Pickneyville Anticline

From ILSTRUC

Location

Central Perry County (I-5)

References

Bell et al. 1931, Cady et al. 1938

Description

Bell et al. (1931) defined the Pinckneyville Anticline largely on the basis of elevation surveys from underground mines in the Herrin Coal Member. The fold trends due north and has a relatively steep west flank and a gentle east limb. It plunges abruptly at the south end and gently at the north end. Closure is indicated to be about 60 feet (18 m). Bell et al. (1931) stated that a normal fault was encountered in mines about 0.75 mile (1.2 km) west of the anticlinal crest. The fault strikes due north and the east side is downthrown 28 feet (8.5 m) in a mine in the northeast quarter of Section 26, T5S, R3W. They noted that the fault is parallel to the Du Quoin Monocline and suggested that it developed under the same stresses.

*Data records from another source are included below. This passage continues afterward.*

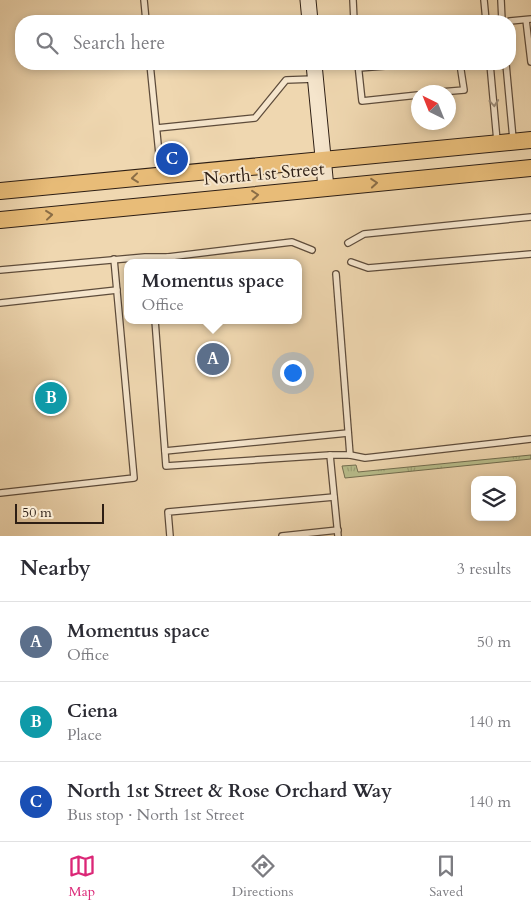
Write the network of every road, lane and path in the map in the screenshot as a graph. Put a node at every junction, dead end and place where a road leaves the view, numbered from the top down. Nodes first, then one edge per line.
1 (144, 0) edge
2 (308, 0) edge
3 (353, 0) edge
4 (484, 0) edge
5 (500, 0) edge
6 (145, 15) edge
7 (309, 15) edge
8 (354, 15) edge
9 (485, 15) edge
10 (501, 15) edge
11 (528, 20) edge
12 (530, 53) edge
13 (531, 62) edge
14 (151, 70) edge
15 (358, 70) edge
16 (461, 70) edge
17 (491, 70) edge
18 (506, 70) edge
19 (315, 71) edge
20 (456, 91) edge
21 (411, 96) edge
22 (157, 128) junction
23 (531, 140) edge
24 (505, 142) junction
25 (323, 160) junction
26 (531, 168) edge
27 (161, 176) junction
28 (326, 188) junction
29 (0, 191) edge
30 (531, 217) edge
31 (0, 220) edge
32 (348, 242) dead end
33 (312, 250) dead end
34 (531, 254) edge
35 (168, 257) joint
36 (114, 259) junction
37 (350, 262) dead end
38 (0, 270) edge
39 (336, 274) dead end
40 (117, 290) junction
41 (0, 303) edge
42 (155, 324) edge
43 (348, 433) junction
44 (531, 439) edge
45 (165, 451) junction
46 (330, 455) junction
47 (350, 455) junction
48 (0, 494) edge
49 (334, 497) junction
50 (338, 533) edge
51 (170, 536) edge
52 (282, 536) edge

1 - 6 lane
2 - 7 street
3 - 8 lane
4 - 9 lane
5 - 10 lane
11 - 12 lane
12 - 13 lane
14 - 22 lane
15 - 21 lane
16 - 20 lane
17 -> 24 lane
18 - 24 lane
19 - 22 lane
19 - 25 street
22 - 27 lane
23 - 24 main road, North 1st Street
24 - 25 main road, North 1st Street
25 - 27 main road, North 1st Street
25 - 28 street
28 -> 26 main road, North 1st Street
27 -> 29 main road, North 1st Street
31 -> 28 main road, North 1st Street
30 - 32 lane
33 - 35 lane
34 - 37 lane
35 - 36 lane
36 - 38 lane
36 - 40 lane
39 - 43 lane
40 - 41 lane
40 - 48 lane
42 - 45 lane
43 - 45 lane
43 - 47 lane
44 - 47 lane
45 - 46 lane
46 - 47 lane
46 - 49 lane
49 - 50 lane
49 - 51 lane
50 - 52 lane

Cady et al. (1938) mapped the anticline essentially the same as did Bell et al. (1931), but they did not show the fault. The Pinckneyville Anticline persists in Mississippian strata. A map of the top of the Karnak Limestone (R. Howard, unpublished mapping) shows an anticline with closure of 40 to 60 feet (12-18 m) essentially as mapped on the coal.